In essence, Loren is a choose-you-own-adventure storybook, hidden under the facade of a more traditional RPG. The majority of the game is spent reading text, then making a decision based on what is happening around the characters. Some decisions do more harm than good, but it must be said this is not an especially difficult game to get through and there’s not that many diversions away from the main linear plot. It’s possible to move around a world map, but that simply involves clicking on the destination and then occasionally running into a random encounter.
The romance is the only real “game” to be found outside of the combat (I’m getting there), and it, like the skimpy costumes, can be turned off for people with delicate sensibilities. For those that leave it on, every so often there will be a dialogue option that leads to “romance.” Select that often enough and a love heart gauge between the two characters will increase. The interactions become steamier the higher the romance level. Anyone who has played a Dragon Age game (or a Fire Emblem game, only those are generic relationship building exercises rather than romantic) will know the drill. It’s a simpler process here, though, and very little can go wrong once you decide which character will mix with which.

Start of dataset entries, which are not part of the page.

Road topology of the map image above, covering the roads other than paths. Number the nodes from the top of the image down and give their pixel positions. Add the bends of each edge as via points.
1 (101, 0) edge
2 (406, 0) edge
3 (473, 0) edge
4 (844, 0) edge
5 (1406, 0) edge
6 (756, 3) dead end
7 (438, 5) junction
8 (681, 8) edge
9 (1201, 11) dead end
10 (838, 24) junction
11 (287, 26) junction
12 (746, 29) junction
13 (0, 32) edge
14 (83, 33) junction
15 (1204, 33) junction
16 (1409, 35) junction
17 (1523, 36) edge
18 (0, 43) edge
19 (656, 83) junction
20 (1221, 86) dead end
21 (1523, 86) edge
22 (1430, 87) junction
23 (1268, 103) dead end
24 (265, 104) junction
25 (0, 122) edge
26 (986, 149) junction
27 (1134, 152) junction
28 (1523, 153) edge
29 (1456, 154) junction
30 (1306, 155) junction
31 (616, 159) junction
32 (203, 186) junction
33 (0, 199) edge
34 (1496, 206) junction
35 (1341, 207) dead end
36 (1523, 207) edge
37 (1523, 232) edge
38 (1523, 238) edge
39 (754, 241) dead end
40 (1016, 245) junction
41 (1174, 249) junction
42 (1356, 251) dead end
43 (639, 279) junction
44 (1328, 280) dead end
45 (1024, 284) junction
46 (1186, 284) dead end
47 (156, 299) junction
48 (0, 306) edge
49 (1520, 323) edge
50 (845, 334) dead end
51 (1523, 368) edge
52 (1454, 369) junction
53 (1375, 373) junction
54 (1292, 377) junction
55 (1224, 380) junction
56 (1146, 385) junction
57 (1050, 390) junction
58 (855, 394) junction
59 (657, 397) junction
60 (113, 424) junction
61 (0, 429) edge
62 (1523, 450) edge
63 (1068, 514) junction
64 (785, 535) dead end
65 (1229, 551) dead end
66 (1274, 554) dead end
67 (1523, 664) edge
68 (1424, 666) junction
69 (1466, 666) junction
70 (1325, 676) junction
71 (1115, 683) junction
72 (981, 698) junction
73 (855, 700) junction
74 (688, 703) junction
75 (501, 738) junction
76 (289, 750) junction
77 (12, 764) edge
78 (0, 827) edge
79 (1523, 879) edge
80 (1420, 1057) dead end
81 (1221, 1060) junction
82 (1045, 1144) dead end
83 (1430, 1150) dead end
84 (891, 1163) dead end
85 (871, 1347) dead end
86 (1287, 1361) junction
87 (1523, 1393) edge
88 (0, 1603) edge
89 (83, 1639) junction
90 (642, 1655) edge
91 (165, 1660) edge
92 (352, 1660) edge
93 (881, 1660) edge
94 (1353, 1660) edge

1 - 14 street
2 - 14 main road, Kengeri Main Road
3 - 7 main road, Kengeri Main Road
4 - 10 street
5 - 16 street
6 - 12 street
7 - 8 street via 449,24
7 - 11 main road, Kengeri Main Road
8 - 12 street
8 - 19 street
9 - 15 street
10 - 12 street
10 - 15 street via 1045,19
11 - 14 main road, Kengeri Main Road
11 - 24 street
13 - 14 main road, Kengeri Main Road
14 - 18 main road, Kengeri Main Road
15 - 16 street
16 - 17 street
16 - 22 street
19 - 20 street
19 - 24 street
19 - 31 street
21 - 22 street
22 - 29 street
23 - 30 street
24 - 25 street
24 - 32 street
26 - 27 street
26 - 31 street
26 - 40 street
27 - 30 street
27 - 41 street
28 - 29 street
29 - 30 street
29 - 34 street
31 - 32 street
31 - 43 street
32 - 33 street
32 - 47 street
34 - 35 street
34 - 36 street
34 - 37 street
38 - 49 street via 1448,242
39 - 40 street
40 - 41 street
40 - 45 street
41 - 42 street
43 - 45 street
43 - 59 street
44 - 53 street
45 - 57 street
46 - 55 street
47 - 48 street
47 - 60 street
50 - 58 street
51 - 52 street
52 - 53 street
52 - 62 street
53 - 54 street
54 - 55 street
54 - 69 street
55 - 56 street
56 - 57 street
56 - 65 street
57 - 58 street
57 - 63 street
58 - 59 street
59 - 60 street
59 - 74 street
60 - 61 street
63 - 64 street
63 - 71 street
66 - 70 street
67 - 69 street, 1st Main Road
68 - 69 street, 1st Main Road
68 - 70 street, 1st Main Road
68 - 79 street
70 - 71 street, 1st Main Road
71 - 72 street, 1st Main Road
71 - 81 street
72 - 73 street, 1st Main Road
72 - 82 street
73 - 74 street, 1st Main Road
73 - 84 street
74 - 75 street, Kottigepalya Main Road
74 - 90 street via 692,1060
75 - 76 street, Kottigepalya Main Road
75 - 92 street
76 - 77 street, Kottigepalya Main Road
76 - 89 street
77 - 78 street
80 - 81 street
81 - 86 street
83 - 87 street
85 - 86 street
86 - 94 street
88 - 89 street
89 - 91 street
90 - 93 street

It’s nice the developers did include the option to turn that stuff off so younger people with stricter parents can still play the game, because otherwise it’s very much a family-safe game. Combat is no more than portraits of the hero’s side squared off against portraits of the enemy. When it’s a hero’s turn, select an enemy (or ally, to cast healing magic), select an attack, and off it goes. Some attacks will slow the hero down, meaning it’ll take longer before they can take another turn, and the strategy in this game largely boils down to figuring out the enemy’s weaknesses (not that difficult, as there is a smallish range of abilities to use despite there being an impressively large number of characters to choose between), and then making sure heroes take their turns at the right time.
I’m being hard on the game, but Loren the Amazon Princess is a bundle of mixed messages: fun story mixed with awkward romance scenes, amazing, sexy art work let down by a lack of animation and a combat system that feels cheap and out of place with the rest of the game. There’s still fun to be had with this game, but perhaps I’m most disappointed because it could have been a lot more. There’s a whiff of Idea Factory or GUST in this game’s personality, but it’s never quite realised.




Great read! My big question, though, is: do the male characters have skimpy costumes like the women in the screenshots shown here? 😉
Not nearly to the same extent. At least, until the romance scenes.
Haha, figures. Thought maybe Winter Wolves might try being a little more adventurous in that regard
Amukiki is naked torso during the whole game 😉
Oh, thanks for the reply! That's good to hear 😉
Not very inspiring review, the game is much better than it is presented here.